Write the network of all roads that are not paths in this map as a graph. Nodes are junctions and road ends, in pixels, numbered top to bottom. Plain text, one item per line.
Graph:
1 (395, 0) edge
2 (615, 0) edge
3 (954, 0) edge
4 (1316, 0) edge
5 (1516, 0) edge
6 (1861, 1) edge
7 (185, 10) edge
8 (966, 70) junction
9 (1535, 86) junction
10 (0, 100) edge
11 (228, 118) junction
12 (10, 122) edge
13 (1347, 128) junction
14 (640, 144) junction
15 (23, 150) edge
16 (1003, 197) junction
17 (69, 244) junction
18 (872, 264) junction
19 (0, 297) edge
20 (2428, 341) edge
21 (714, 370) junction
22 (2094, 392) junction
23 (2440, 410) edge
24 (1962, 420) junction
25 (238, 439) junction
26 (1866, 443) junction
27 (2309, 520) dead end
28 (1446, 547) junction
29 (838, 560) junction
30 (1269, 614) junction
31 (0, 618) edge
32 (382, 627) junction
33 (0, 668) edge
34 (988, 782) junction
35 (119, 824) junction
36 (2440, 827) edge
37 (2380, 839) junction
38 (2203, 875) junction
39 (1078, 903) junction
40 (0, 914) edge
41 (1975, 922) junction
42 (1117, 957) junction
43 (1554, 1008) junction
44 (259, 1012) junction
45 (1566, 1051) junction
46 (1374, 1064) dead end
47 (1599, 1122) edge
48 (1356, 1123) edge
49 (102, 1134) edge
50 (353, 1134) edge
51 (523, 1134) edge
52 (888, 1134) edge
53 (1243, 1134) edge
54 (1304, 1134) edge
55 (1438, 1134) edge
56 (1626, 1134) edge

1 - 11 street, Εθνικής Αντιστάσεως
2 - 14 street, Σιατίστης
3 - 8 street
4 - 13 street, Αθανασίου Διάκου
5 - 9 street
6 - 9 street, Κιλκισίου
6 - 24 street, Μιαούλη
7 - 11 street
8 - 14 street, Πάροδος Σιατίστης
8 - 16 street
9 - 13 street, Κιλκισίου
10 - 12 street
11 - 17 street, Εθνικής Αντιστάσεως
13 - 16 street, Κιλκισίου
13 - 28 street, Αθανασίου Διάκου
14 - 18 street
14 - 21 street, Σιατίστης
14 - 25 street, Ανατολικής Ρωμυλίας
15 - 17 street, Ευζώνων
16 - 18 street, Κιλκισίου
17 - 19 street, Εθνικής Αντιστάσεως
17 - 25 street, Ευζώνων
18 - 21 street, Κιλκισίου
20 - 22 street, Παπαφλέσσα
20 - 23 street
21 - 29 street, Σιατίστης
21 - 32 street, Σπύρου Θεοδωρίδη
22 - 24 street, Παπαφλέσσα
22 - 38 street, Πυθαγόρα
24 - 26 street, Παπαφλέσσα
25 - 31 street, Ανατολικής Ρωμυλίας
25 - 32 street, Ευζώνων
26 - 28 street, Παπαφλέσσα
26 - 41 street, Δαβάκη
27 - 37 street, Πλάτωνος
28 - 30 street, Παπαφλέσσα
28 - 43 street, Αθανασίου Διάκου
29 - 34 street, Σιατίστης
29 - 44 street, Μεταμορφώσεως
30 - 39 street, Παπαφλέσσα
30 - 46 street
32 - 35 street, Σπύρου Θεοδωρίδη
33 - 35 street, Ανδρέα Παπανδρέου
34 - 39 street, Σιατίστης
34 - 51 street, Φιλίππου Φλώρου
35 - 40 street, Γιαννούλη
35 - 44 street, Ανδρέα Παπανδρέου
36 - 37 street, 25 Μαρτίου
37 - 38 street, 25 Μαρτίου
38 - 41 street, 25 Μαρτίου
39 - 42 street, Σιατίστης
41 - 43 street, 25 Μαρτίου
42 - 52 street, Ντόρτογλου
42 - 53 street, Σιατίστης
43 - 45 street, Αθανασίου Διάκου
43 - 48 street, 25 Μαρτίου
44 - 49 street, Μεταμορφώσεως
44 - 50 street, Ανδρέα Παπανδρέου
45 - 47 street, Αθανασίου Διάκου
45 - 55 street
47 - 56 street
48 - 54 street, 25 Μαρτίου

---

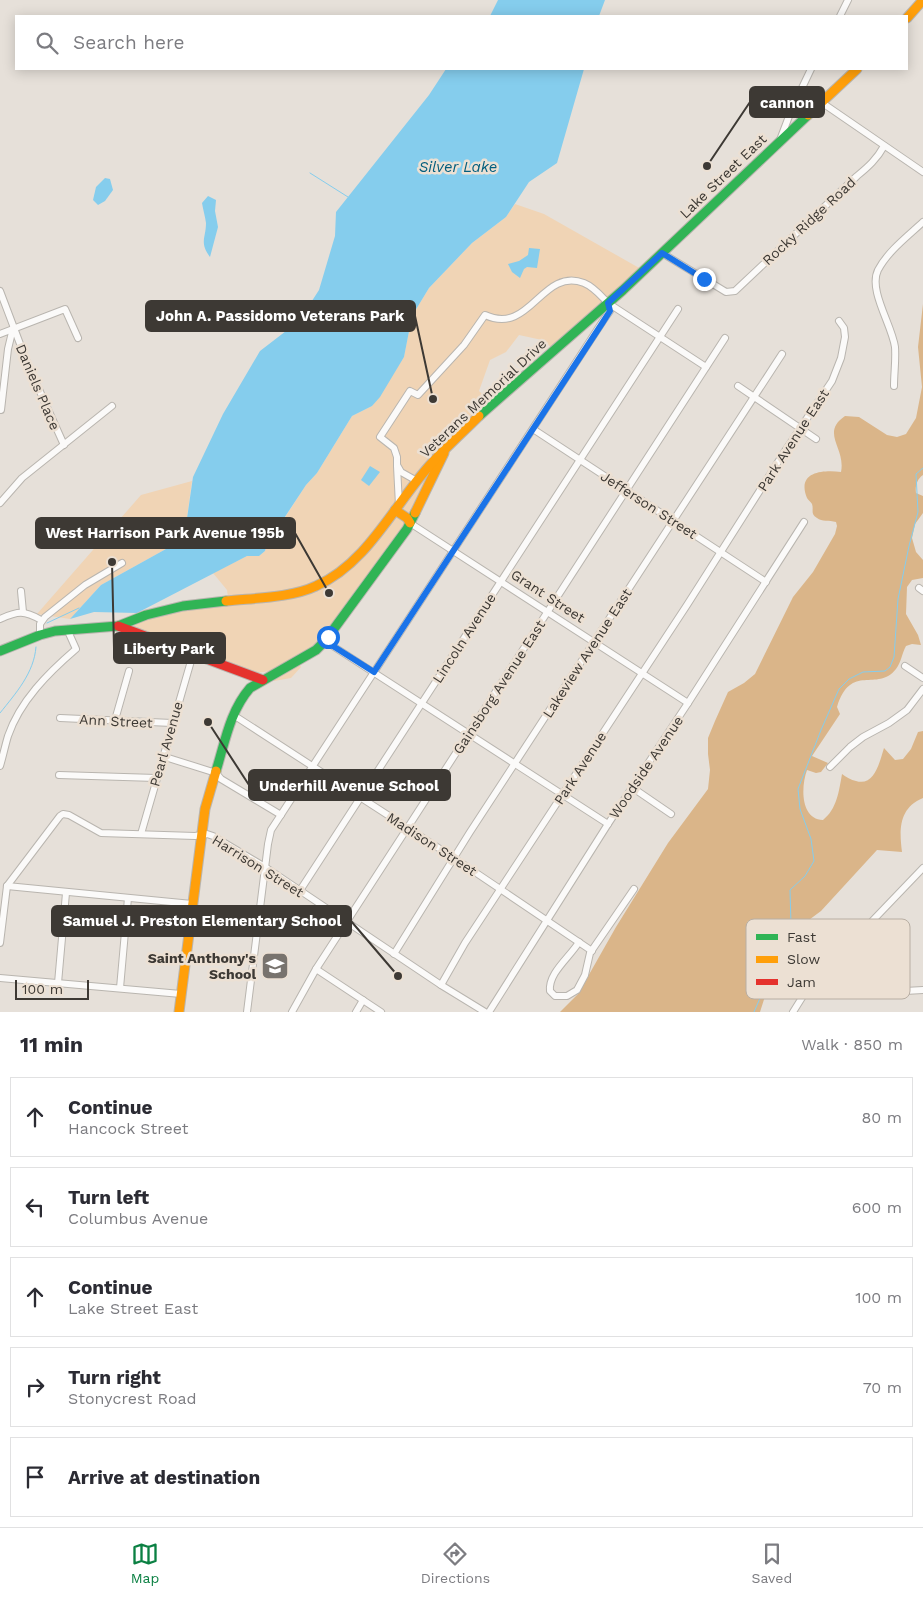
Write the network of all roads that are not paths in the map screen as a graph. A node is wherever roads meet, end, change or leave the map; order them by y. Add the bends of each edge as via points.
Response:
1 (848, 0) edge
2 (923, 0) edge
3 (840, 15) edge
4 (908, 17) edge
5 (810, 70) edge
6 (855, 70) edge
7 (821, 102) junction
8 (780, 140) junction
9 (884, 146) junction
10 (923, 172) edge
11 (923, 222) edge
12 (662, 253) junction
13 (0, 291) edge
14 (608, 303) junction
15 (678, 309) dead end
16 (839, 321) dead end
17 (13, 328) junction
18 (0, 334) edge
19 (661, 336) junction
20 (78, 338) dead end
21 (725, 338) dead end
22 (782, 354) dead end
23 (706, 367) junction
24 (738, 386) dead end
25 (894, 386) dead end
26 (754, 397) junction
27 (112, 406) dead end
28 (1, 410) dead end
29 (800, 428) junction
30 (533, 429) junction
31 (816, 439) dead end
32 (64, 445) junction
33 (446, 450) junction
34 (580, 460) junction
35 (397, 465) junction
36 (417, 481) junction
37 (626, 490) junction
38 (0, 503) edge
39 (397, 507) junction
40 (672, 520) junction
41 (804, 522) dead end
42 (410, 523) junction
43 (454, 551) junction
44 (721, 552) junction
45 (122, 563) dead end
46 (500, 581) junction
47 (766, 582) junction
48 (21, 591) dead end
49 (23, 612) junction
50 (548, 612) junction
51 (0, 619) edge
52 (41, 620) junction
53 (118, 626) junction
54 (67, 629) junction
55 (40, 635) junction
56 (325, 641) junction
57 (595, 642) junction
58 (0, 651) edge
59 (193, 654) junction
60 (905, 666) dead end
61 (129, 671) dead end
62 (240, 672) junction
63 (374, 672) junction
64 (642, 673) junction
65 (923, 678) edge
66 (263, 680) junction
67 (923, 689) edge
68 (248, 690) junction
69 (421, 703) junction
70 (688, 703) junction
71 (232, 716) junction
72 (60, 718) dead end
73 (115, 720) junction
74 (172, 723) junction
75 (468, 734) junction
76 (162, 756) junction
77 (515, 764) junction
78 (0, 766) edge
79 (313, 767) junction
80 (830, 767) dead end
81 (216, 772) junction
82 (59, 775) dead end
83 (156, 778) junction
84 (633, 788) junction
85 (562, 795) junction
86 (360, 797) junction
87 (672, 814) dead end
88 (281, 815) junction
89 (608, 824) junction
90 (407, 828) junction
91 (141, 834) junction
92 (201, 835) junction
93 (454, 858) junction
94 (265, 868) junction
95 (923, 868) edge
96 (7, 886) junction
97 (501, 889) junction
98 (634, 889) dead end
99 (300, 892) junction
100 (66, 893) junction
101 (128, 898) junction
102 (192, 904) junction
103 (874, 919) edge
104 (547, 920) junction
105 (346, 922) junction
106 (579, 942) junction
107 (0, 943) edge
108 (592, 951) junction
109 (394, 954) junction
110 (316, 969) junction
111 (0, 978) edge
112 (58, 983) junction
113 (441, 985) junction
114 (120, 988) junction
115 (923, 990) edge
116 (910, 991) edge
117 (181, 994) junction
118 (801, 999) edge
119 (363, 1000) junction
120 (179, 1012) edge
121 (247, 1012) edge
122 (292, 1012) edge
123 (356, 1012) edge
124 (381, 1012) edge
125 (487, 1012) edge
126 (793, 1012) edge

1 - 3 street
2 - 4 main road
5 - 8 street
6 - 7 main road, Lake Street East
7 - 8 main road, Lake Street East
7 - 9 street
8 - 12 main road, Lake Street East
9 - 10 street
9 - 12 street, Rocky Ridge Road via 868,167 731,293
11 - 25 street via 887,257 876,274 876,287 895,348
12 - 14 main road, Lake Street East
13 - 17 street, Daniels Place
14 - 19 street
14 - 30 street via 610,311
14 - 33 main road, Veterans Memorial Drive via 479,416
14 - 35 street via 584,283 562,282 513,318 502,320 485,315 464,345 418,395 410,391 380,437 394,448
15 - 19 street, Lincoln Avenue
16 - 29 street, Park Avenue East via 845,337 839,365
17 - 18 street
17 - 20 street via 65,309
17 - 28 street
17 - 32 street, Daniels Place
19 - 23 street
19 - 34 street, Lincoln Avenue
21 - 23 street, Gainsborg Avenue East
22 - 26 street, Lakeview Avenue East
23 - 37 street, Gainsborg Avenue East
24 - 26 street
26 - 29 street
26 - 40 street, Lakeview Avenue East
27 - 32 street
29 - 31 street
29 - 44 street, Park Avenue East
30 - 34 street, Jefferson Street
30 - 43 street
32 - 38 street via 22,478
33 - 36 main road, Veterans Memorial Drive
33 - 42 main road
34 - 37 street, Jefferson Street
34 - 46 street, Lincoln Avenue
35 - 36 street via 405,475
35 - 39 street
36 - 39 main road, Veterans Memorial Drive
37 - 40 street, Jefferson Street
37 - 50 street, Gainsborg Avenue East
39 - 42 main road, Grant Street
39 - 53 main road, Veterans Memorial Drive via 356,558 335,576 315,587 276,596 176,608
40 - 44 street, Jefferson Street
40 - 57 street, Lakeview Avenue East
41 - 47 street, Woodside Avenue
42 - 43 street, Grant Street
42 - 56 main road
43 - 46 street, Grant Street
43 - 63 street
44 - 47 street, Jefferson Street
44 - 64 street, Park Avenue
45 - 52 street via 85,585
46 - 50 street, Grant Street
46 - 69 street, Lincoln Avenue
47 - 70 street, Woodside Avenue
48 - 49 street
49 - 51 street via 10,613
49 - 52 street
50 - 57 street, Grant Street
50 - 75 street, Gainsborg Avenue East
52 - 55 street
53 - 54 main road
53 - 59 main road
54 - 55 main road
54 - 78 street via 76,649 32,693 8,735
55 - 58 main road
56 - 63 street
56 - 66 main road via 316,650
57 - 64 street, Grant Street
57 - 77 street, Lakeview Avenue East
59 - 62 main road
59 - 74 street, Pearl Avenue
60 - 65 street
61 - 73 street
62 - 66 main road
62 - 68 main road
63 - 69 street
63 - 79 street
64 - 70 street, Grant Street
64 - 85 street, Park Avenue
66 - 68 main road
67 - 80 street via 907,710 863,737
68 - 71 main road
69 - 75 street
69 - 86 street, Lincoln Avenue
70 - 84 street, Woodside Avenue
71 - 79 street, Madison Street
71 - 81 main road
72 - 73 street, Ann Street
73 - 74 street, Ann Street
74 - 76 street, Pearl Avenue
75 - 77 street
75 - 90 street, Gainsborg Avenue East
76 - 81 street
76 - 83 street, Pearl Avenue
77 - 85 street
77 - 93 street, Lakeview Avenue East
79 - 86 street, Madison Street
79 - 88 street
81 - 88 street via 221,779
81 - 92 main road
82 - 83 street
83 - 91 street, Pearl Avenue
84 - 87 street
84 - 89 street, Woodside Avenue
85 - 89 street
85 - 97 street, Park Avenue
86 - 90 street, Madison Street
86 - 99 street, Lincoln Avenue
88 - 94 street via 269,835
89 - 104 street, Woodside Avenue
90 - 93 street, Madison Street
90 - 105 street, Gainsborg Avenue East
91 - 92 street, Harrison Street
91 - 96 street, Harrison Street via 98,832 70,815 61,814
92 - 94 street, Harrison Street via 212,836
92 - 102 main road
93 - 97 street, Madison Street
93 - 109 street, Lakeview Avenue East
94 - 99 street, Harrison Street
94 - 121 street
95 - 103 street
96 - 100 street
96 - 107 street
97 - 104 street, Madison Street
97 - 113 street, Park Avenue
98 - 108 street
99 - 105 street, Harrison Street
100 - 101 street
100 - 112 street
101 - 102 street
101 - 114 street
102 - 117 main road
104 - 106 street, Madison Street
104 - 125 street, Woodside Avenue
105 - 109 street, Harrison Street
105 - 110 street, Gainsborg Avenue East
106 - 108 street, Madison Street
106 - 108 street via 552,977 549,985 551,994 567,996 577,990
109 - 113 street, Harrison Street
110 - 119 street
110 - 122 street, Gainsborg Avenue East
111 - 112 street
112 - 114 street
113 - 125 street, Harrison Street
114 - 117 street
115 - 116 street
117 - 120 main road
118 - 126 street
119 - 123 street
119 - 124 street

* * *

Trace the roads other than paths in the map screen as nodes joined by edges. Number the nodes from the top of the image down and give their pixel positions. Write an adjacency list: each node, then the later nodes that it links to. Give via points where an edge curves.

• Description of the task:
Working from the entries above, filter out every line that lacks "screen" and copy what remains.

• Result of the exercise:
Write the network of all roads that are not paths in the map screen as a graph. A node is wherever roads meet, end, change or leave the map; order them by y. Add the bends of each edge as via points.
Trace the roads other than paths in the map screen as nodes joined by edges. Number the nodes from the top of the image down and give their pixel positions. Write an adjacency list: each node, then the later nodes that it links to. Give via points where an edge curves.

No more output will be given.